*** Opening of The data ***
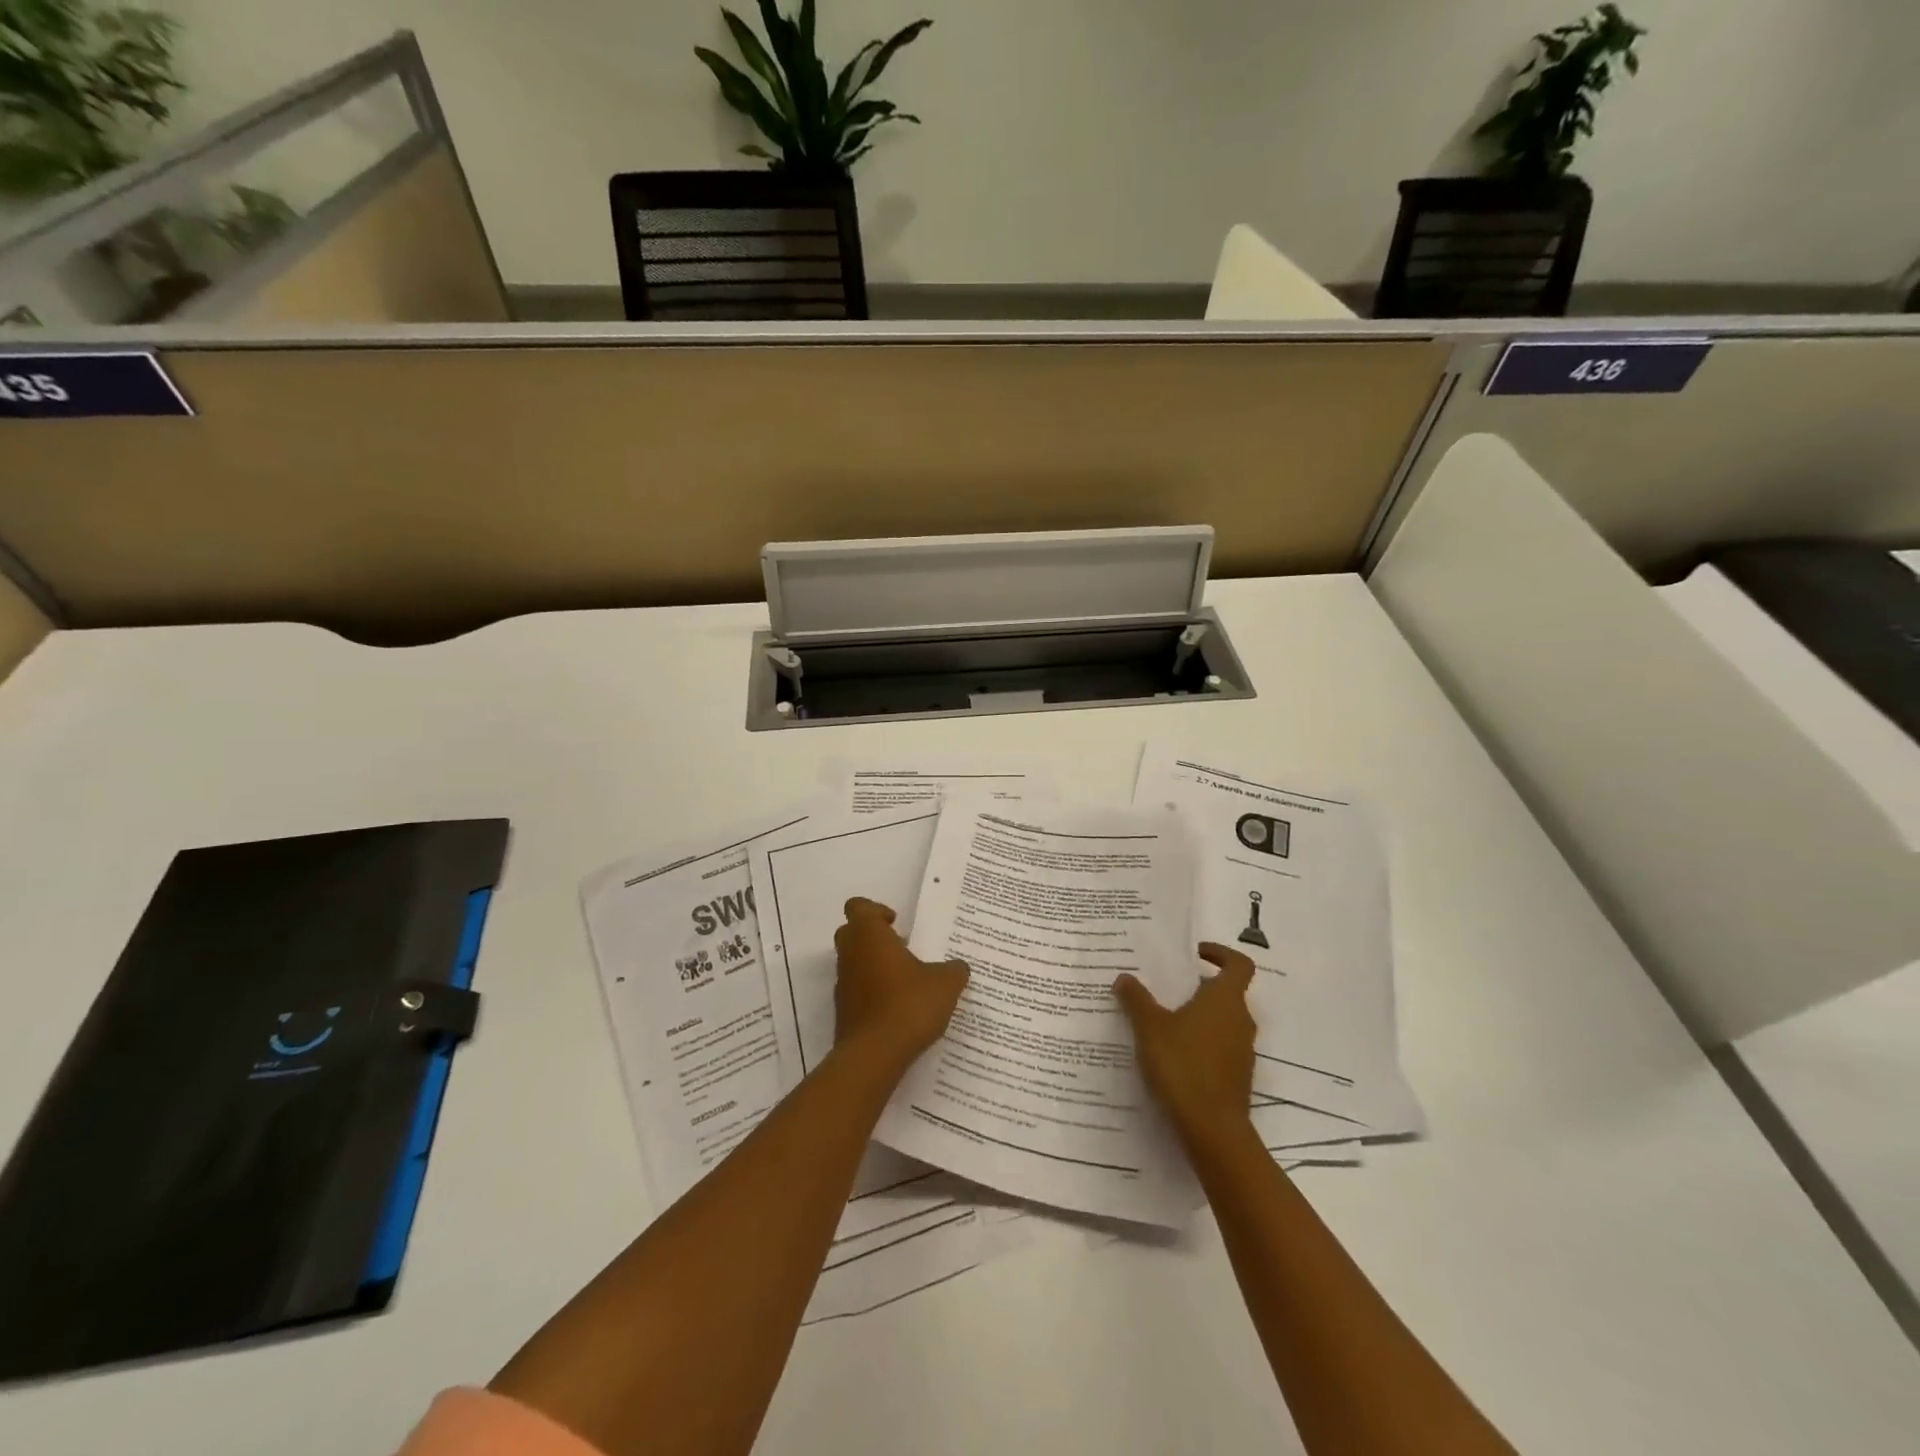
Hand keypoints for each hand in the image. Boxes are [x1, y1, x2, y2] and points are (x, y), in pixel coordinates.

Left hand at [833, 898, 969, 1069]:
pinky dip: (872, 993)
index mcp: (869, 935)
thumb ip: (954, 970)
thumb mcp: (945, 984)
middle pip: (851, 933)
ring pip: (853, 963)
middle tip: (901, 948)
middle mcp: (850, 955)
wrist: (875, 1056)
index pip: (858, 907)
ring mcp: (843, 985)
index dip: (876, 911)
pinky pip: (856, 991)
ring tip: (906, 981)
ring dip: (873, 966)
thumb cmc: (908, 1004)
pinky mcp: (843, 1012)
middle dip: (873, 937)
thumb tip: (958, 968)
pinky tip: (898, 1008)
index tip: (897, 924)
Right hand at [1114, 943, 1256, 1140]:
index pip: (1238, 964)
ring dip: (1199, 1017)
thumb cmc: (1183, 1065)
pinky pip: (1220, 1048)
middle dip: (1199, 988)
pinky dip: (1201, 1044)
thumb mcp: (1150, 1027)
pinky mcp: (1238, 1077)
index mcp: (1225, 999)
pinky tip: (1173, 1056)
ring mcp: (1243, 1051)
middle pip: (1227, 993)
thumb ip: (1136, 999)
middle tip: (1167, 989)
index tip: (1195, 954)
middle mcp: (1241, 1020)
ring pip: (1223, 1022)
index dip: (1220, 954)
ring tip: (1164, 1023)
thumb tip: (1125, 977)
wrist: (1212, 1130)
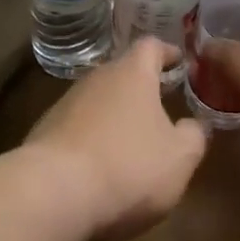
*** Close of The data ***
■ **Work request**: Copy out each line of the entries where the word "ring" is found.

■ **Final answer**:
ring pip: (853, 963)
ring mcp: (843, 985)
ring tip: (906, 981)
ring dip: (873, 966)
ring dip: (1199, 1017)
ring mcp: (1243, 1051)
ring pip: (1223, 1022)
ring tip: (1164, 1023)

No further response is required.